There are changes coming in Linux 5.8 (.9?) to make SMT less dangerous without having to disable it outright. That's probably a long way off though.

----------

## NeddySeagoon

egrep,

We are all vulnerable.  :)

----------

## egrep

 *Hu wrote:*   

> What else do you want to do?  Which of these vulnerabilities apply to how you use your system?

 

Well, my daily usage of this workstation is to read news (rss), check mail (thunderbird), write simple code (emacs), do some local research and read books (evince). Probably I could count all the unique web-sites that I visit for a month and this number would not exceed 20. That's probably all. I'm just interested in doing the best that I can.
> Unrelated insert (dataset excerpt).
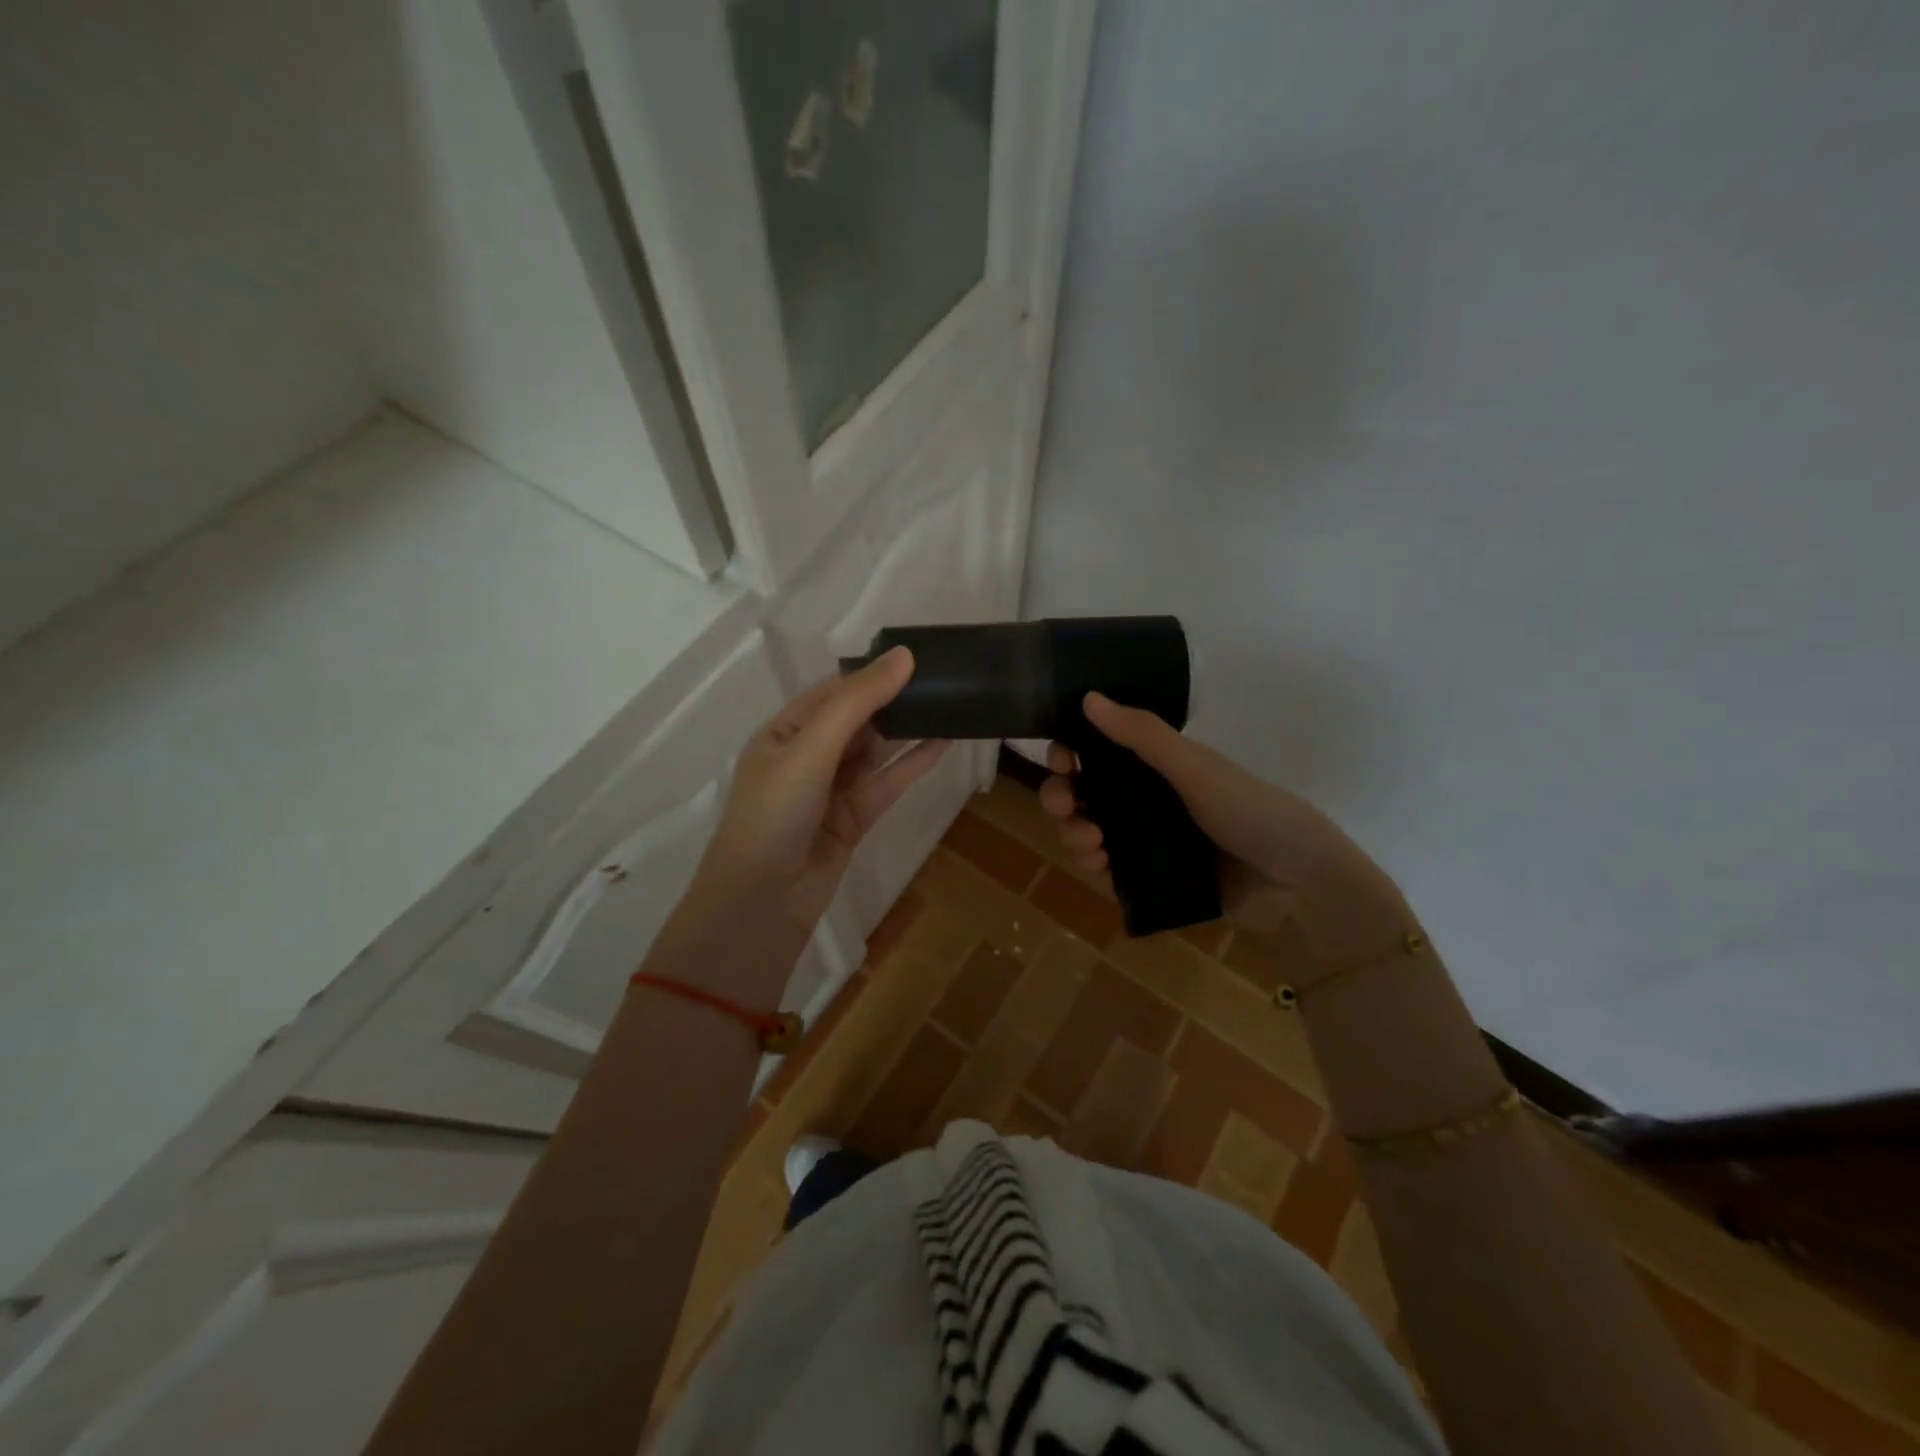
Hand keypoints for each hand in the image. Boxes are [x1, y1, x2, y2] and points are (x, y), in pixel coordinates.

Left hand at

However, I would not want to sacrifice performance because of the mythical hack possibility.

----------

## egrep

 *NeddySeagoon wrote:*   

> egrep,
> 
> We are all vulnerable.  

 

Haha, This is certainly true! However, I am not prone to fanatical defense.

----------

## Hu

Based on that usage pattern, I think using a browser is probably your single greatest risk.  Modern browsers are bloated monstrosities with uncounted lurking vulnerabilities due to the desire to have them do all sorts of things (WebGL, asynchronous page content, inline videos with sound, inline video-conferencing, etc.), usually without user preapproval, and sometimes without any way for the user to withhold consent other than refusing to visit the offending site.  Keeping your number of sites down is helpful, but not sufficient, because those sites could suffer a breach and begin serving dangerous content.  Realistically, unless you visit sites that would be a high priority target due to extreme popularity, the processor flaws probably will not matter.

----------